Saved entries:
= Beginning of Section =
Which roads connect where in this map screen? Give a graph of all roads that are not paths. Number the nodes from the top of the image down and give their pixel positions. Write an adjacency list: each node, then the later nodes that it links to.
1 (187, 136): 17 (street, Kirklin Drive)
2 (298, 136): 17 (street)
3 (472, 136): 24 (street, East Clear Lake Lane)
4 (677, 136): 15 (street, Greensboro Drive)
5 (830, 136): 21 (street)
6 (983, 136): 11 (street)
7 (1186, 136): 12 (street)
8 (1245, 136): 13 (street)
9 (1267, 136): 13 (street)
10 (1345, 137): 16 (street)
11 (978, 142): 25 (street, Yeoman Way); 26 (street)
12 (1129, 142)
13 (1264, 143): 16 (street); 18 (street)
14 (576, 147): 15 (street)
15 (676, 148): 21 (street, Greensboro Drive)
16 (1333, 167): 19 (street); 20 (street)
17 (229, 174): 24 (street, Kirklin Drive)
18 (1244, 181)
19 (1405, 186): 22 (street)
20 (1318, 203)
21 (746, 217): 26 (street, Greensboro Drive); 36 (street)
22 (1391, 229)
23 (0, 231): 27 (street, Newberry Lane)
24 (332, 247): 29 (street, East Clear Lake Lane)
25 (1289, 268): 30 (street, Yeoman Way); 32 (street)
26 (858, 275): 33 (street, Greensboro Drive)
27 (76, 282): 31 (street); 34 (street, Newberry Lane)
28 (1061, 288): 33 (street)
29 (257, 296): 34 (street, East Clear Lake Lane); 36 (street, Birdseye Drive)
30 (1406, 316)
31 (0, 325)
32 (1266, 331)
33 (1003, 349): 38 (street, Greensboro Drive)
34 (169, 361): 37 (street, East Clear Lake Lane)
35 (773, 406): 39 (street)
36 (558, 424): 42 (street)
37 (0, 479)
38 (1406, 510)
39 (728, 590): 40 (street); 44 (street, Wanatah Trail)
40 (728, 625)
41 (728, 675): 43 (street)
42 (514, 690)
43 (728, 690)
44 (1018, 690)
= End of Section =
= Beginning of Section =
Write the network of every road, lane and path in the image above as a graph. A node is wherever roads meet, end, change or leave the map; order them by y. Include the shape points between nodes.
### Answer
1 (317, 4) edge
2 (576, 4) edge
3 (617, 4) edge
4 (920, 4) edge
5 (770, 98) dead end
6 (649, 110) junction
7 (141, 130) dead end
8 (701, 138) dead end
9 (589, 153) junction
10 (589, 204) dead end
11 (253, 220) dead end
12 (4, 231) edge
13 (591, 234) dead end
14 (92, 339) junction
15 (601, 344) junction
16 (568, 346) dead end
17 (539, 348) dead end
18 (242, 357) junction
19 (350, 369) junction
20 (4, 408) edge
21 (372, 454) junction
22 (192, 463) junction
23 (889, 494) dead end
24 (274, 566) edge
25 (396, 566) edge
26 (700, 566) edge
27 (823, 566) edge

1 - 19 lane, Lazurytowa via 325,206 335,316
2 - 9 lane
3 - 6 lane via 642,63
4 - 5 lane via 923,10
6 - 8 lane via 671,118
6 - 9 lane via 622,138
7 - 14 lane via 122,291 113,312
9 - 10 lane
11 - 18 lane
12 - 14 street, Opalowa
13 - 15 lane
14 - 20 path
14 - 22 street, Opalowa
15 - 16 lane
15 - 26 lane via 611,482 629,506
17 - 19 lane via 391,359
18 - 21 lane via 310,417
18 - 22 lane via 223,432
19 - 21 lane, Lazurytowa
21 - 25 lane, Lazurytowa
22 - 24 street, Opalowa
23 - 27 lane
= End of Section =
| Exercise details |
Reply with the number of lines above in which the word "Drive" appears, and with nothing else.

| Completed exercise |
8